The Company recognized revenue of $40.2 million for the three months ended March 31, 2012 compared to $51.1 million for the three months ended December 31, 2011 and $20.2 million for the three months ended March 31, 2011. The decrease in revenue from the fourth quarter of 2011 can be attributed to decreased sales volume, partially offset by the reduced effective royalty rate. Sales volume declined in the first quarter of 2012 compared to the fourth quarter of 2011 due to the extended closure of the Shivee Khuren-Ceke crossing at the Mongolia-China border ("Shivee Khuren Border Crossing") for the Chinese New Year and Mongolian Tsagaan Sar public holidays, some customers' preference to purchase coal on a washed basis later in 2012 in lieu of taking unwashed coal during the first quarter of 2012 and management's decision to stockpile a manageable amount of coal for processing. The significant increase in revenue from the first quarter of 2011 can be attributed to increased sales volumes, an improved product mix and increased selling prices for individual coal types. Sales volume increased in the first quarter of 2012 compared to the first quarter of 2011 due to the expansion of the Company's customer base.
The Company is subject to a 5% royalty on all coal sold based on a set reference price per tonne published monthly by the Government of Mongolia. Effective January 1, 2011, the Company is also subject to a sliding scale additional royalty of up to 5% based on the set reference price of coal. Based on the reference prices for the first quarter of 2012, the Company was subject to an average 8% royalty based on a weighted average reference price of $95.00 per tonne. The Company's effective royalty rate for the first quarter of 2012, based on the Company's average realized selling price of $56.79 per tonne, was 13%.
Together with other Mongolian mining companies affected by the escalation of effective royalty rates, a dialog was opened on this topic with the appropriate Government of Mongolia authorities with a view to moving to a more equitable process for setting reference prices. There has been a successful outcome and commencing February 2012 royalty reference prices are now based on prices for coal products sold at the two main coal export border locations in Mongolia, namely Shivee Khuren-Ceke and Gashuun Sukhait-Ganqimaodao. The dialog is continuing, with the aim of having prices based on actual contract prices for sales at these locations, excluding export fees and Chinese VAT (i.e. revenue received for coal delivered to the Mongolia-China border prior to export).
Cost of sales was $17.5 million for the three months ended March 31, 2012 compared to $34.4 million for the three months ended December 31, 2011 and $12.5 million for the three months ended March 31, 2011. Cost of sales comprise the direct cash costs of product sold, mine administration cash costs of product sold, equipment depreciation, depletion of mineral properties and share-based compensation.
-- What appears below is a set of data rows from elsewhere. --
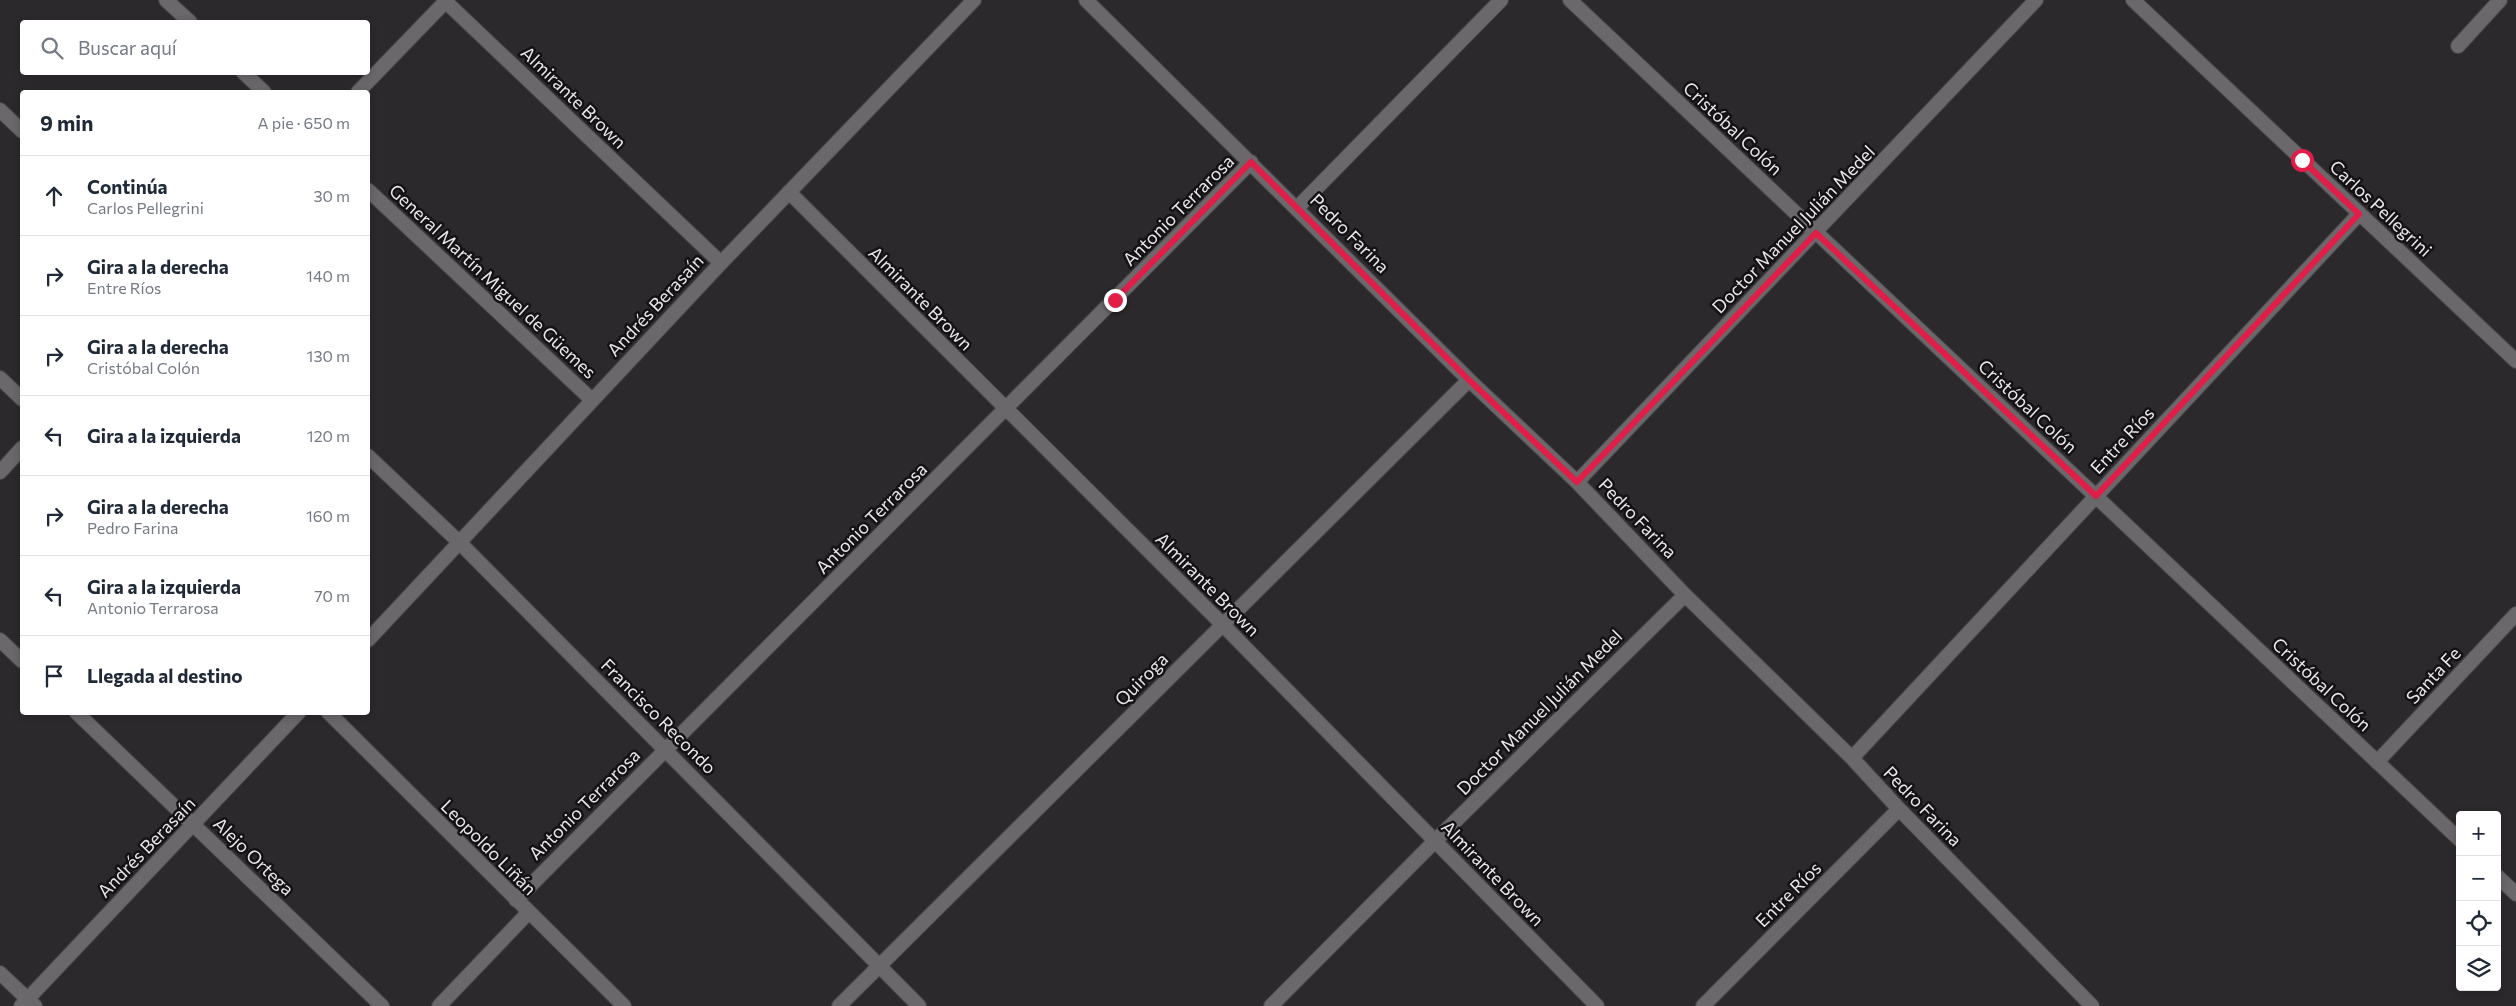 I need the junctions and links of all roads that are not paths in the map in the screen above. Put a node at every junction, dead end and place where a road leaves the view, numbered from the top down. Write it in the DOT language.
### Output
graph roads {
  1 [pos="166,0"];
  2 [pos="445,0"];
  3 [pos="974,0"];
  4 [pos="1086,0"];
  5 [pos="1502,0"];
  6 [pos="1570,0"];
  7 [pos="2036,0"];
  8 [pos="2133,0"];
  9 [pos="2500,0"];
  10 [pos="188,20"];
  11 [pos="2458,46"];
  12 [pos="246,75"];
  13 [pos="262,90"];
  14 [pos="360,90"];
  15 [pos="0,110"];
  16 [pos="20,129"];
  17 [pos="1251,162"];
  18 [pos="370,192"];
  19 [pos="789,192"];
  20 [pos="1297,208"];
  21 [pos="2359,214"];
  22 [pos="1816,233"];
  23 [pos="721,263"];
  24 [pos="2516,361"];
  25 [pos="0,378"];
  26 [pos="1469,380"];
  27 [pos="20,397"];
  28 [pos="592,400"];
  29 [pos="1006,410"];
  30 [pos="20,450"];
  31 [pos="370,458"];
  32 [pos="0,472"];
  33 [pos="1577,482"];
  34 [pos="2096,496"];
  35 [pos="459,542"];
  36 [pos="1686,595"];
  37 [pos="2516,614"];
  38 [pos="1223,624"];
  39 [pos="370,638"];
  40 [pos="0,640"];
  41 [pos="20,660"];
  42 [pos="79,715"];
  43 [pos="296,715"];
  44 [pos="331,715"];
  45 [pos="665,749"];
  46 [pos="1852,758"];
  47 [pos="2377,762"];
  48 [pos="1899,809"];
  49 [pos="194,824"];
  50 [pos="2456,836"];
  51 [pos="1435,841"];
  52 [pos="2501,880"];
  53 [pos="2516,894"];
  54 [pos="516,900"];
  55 [pos="528,913"];
  56 [pos="879,966"];
  57 [pos="0,973"];
  58 [pos="28,1004"];
  59 [pos="382,1006"];
  60 [pos="439,1006"];
  61 [pos="624,1006"];
  62 [pos="839,1006"];
  63 [pos="919,1006"];
  64 [pos="1271,1006"];
  65 [pos="1597,1006"];
  66 [pos="1703,1006"];
  67 [pos="2092,1006"];
  1 -- 10 [label="street"];
  2 -- 14 [label="street"];
  2 -- 23 [label="street, Almirante Brown"];
  3 -- 19 [label="street, Andrés Berasaín"];
  4 -- 17 [label="street, Pedro Farina"];
  5 -- 20 [label="street"];
  6 -- 22 [label="street, Cristóbal Colón"];
  7 -- 22 [label="street, Doctor Manuel Julián Medel"];
  8 -- 21 [label="street, Carlos Pellegrini"];
  9 -- 11 [label="street"];
  12 -- 13 [label="street"];
  15 -- 16 [label="street"];
  17 -- 20 [label="street, Pedro Farina"];
  17 -- 29 [label="street, Antonio Terrarosa"];
  18 -- 28 [label="street, General Martín Miguel de Güemes"];
  19 -- 23 [label="street, Andrés Berasaín"];
  19 -- 29 [label="street, Almirante Brown"];
  20 -- 26 [label="street, Pedro Farina"];
  21 -- 24 [label="street, Carlos Pellegrini"];
  21 -- 34 [label="street, Entre Ríos"];
  22 -- 33 [label="street, Doctor Manuel Julián Medel"];
  22 -- 34 [label="street, Cristóbal Colón"];
  23 -- 28 [label="street, Andrés Berasaín"];
  25 -- 27 [label="street"];
  26 -- 33 [label="street, Pedro Farina"];
  26 -- 38 [label="street, Quiroga"];
  28 -- 35 [label="street, Andrés Berasaín"];
  29 -- 38 [label="street, Almirante Brown"];
  29 -- 45 [label="street, Antonio Terrarosa"];
  30 -- 32 [label="street"];
  31 -- 35 [label="street, Francisco Recondo"];
  33 -- 36 [label="street, Pedro Farina"];
  34 -- 46 [label="street, Entre Ríos"];
  34 -- 47 [label="street, Cristóbal Colón"];
  35 -- 39 [label="street, Andrés Berasaín"];
  35 -- 45 [label="street, Francisco Recondo"];
  36 -- 46 [label="street, Pedro Farina"];
  36 -- 51 [label="street, Doctor Manuel Julián Medel"];
  37 -- 47 [label="street, Santa Fe"];
  38 -- 51 [label="street, Almirante Brown"];
  38 -- 56 [label="street, Quiroga"];
  40 -- 41 [label="street"];
  42 -- 49 [label="street, Alejo Ortega"];
  43 -- 49 [label="street, Andrés Berasaín"];
  44 -- 54 [label="street, Leopoldo Liñán"];
  45 -- 54 [label="street, Antonio Terrarosa"];
  45 -- 56 [label="street, Francisco Recondo"];
  46 -- 48 [label="street, Pedro Farina"];
  47 -- 50 [label="street, Cristóbal Colón"];
  48 -- 66 [label="street, Entre Ríos"];
  48 -- 67 [label="street, Pedro Farina"];
  49 -- 58 [label="street, Andrés Berasaín"];
  49 -- 59 [label="street, Alejo Ortega"];
  51 -- 64 [label="street, Doctor Manuel Julián Medel"];
  51 -- 65 [label="street, Almirante Brown"];
  52 -- 53 [label="street"];
  54 -- 55 [label="street, Leopoldo Liñán"];
  55 -- 60 [label="street"];
  55 -- 61 [label="street, Leopoldo Liñán"];
  56 -- 62 [label="street, Quiroga"];
  56 -- 63 [label="street, Francisco Recondo"];
  57 -- 58 [label="street"];
}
Cost of sales decreased in the first quarter of 2012 compared to the fourth quarter of 2011 due to lower sales volumes and lower unit costs. Cost of sales in the first quarter of 2012 increased compared to the first quarter of 2011 due to higher sales volumes, which were partially offset by lower unit costs.
Other Operating Expenses:
Other operating expenses decreased to $2.6 million for the three months ended March 31, 2012 compared to $24.6 million for the three months ended December 31, 2011. In the fourth quarter of 2011, $19.5 million and $2.4 million of impairment charges were recorded to reduce the carrying amount of property, plant and equipment and materials and supplies inventory, respectively. In addition, a $1.9 million loss provision was recorded for one uncollectible trade receivable. Other operating expenses increased from $1.4 million for the three months ended March 31, 2011 to $2.6 million for the three months ended March 31, 2012. The increase primarily relates to increased foreign exchange losses, partially offset by reduced public infrastructure costs.
Administration Expenses:
Administration expenses for the three months ended March 31, 2012 were $5.9 million compared to $8.6 million for the three months ended December 31, 2011 and $5.3 million for the three months ended March 31, 2011. The decreased administration expenses in the first quarter of 2012 compared to the fourth quarter of 2011 primarily relate to decreased salaries and benefits, employee bonuses were paid in the fourth quarter of 2011, and decreased legal and professional fees. The increased administration expenses in the first quarter of 2012 compared to the first quarter of 2011 primarily relates to increased share-based compensation expense and additional staff to support the expansion of the Company's operations, partially offset by decreased corporate administration and legal and professional fees.
Evaluation and Exploration Expenses:
Exploration expenses for the three months ended March 31, 2012 were $5.0 million compared to $14.5 million for the three months ended December 31, 2011 and $2.0 million for the three months ended March 31, 2011. Exploration expenses will vary from quarter to quarter depending on the number of projects and the related seasonality of the exploration programs. In the fourth quarter of 2011 a higher proportion of exploration expenses were incurred due to delays in receiving required government approvals in the first half of 2011. In the first quarter of 2012, exploration expenses primarily consisted of drilling and trenching and overheads. The majority of these costs related to water exploration activities.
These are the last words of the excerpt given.